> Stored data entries
::::::::

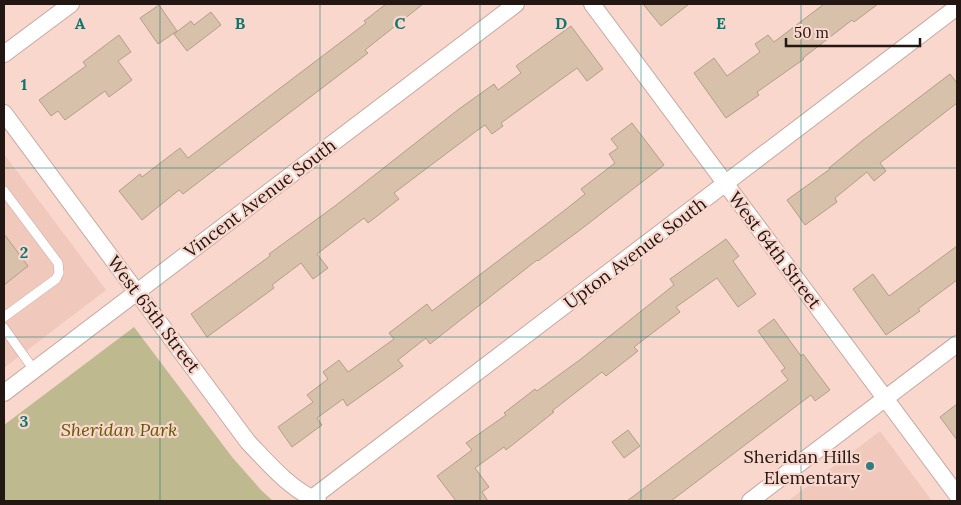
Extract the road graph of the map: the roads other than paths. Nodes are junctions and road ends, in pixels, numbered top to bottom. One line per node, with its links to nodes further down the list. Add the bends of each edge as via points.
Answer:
1 (71, 4): 5 (street)
2 (516, 4): 9 (street, Vincent Avenue South)
3 (592, 4): 7 (street, West 64th Street)
4 (957, 7): 7 (street, Upton Avenue South)
5 (4, 54)
6 (4, 113): 9 (street, West 65th Street)
7 (726, 183): 15 (street, West 64th Street); 17 (street, Upton Avenue South)
8 (4, 191): 10 (lane, via 59,268 56,279)
9 (137, 292): 13 (street, Vincent Avenue South); 17 (street, West 65th Street, via 248,442 278,474)
10 (4, 317)
11 (4, 328): 13 (lane)
12 (957, 344): 15 (street)
13 (34, 370): 14 (street, Vincent Avenue South)
14 (4, 393)
15 (885, 398): 16 (street, West 64th Street); 18 (street)
16 (957, 496)
17 (315, 500)
18 (750, 501)

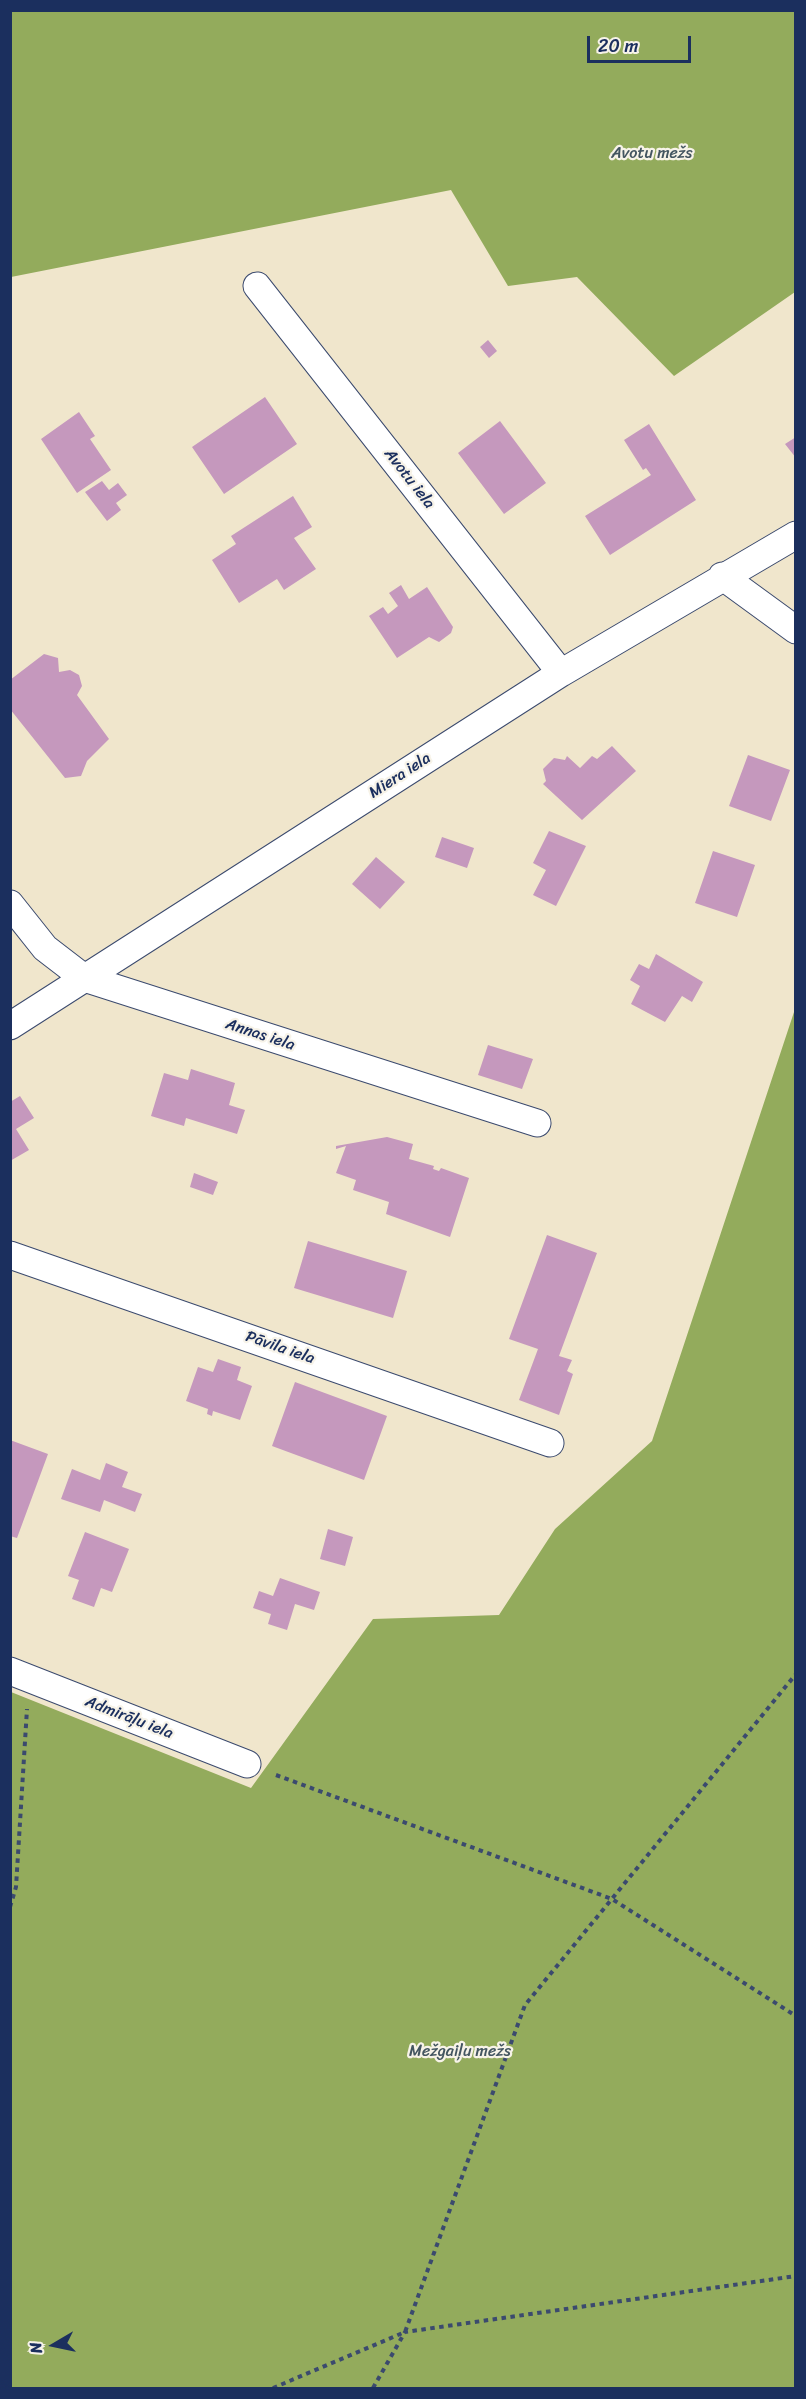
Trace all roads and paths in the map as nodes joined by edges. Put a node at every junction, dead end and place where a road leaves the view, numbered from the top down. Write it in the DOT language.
graph roads {
  1 [pos="257,286"];
  2 [pos="795,535"];
  3 [pos="722,576"];
  4 [pos="795,630"];
  5 [pos="561,673"];
  6 [pos="10,904"];
  7 [pos="84,978"];
  8 [pos="10,1026"];
  9 [pos="537,1123"];
  10 [pos="10,1255"];
  11 [pos="550,1443"];
  12 [pos="795,1674"];
  13 [pos="20,1675"];
  14 [pos="789,1683"];
  15 [pos="795,1685"];
  16 [pos="247,1764"];
  17 [pos="612,1899"];
  18 [pos="10,1907"];
  19 [pos="795,2016"];
  20 [pos="795,2276"];
  21 [pos="405,2332"];
  22 [pos="273,2388"];
  23 [pos="373,2388"];
  1 -- 5 [label="street, Avotu iela"];
  2 -- 3 [label="street, Miera iela"];
  3 -- 4 [label="street"];
  3 -- 5 [label="street, Miera iela"];
  5 -- 7 [label="street, Miera iela"];
  6 -- 7 [label="street, Annas iela"];
  7 -- 8 [label="street, Miera iela"];
  7 -- 9 [label="street, Annas iela"];
  10 -- 11 [label="street, Pāvila iela"];
  12 -- 14 [label="path"];
  13 -- 16 [label="street, Admirāļu iela"];
  13 -- 18 [label="path"];
  14 -- 15 [label="path"];
  14 -- 17 [label="path"];
  16 -- 17 [label="path"];
  17 -- 19 [label="path"];
  17 -- 21 [label="path"];
  20 -- 21 [label="path"];
  21 -- 22 [label="path"];
  21 -- 23 [label="path"];
}
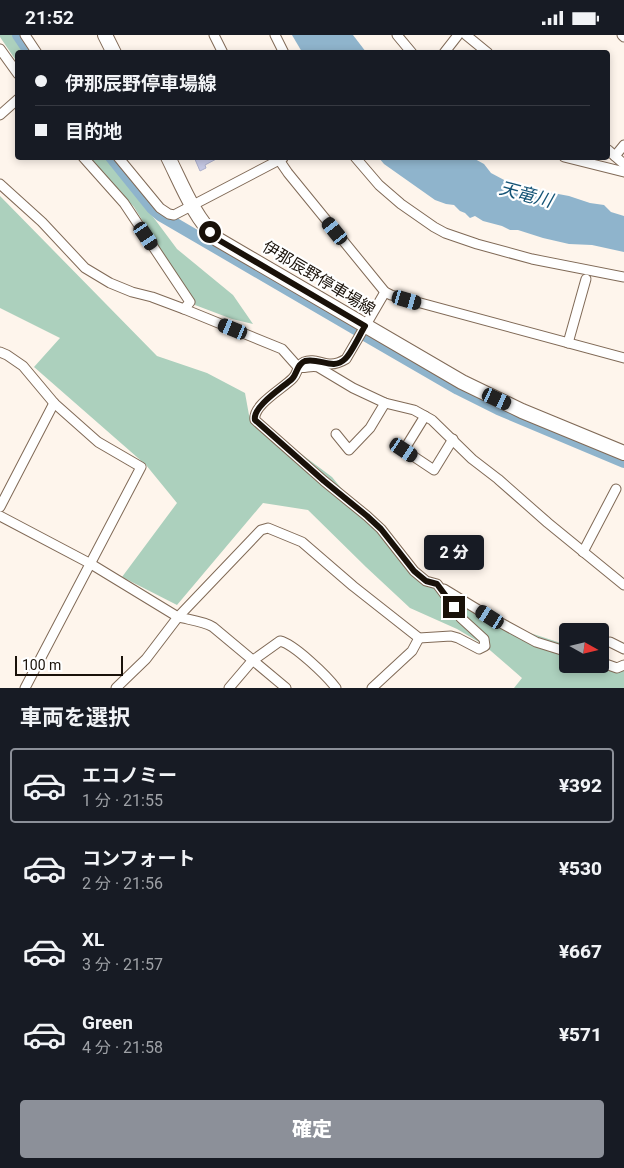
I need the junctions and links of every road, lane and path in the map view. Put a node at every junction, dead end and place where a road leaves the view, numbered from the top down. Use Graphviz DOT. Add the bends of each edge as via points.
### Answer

::::::::

> What you have to do
Extract all lines of the records above that include "each".

> Response for this exercise
Extract the road graph of the map: the roads other than paths. Nodes are junctions and road ends, in pixels, numbered top to bottom. One line per node, with its links to nodes further down the list. Add the bends of each edge as via points.
I need the junctions and links of every road, lane and path in the map view. Put a node at every junction, dead end and place where a road leaves the view, numbered from the top down. Use Graphviz DOT. Add the bends of each edge as via points.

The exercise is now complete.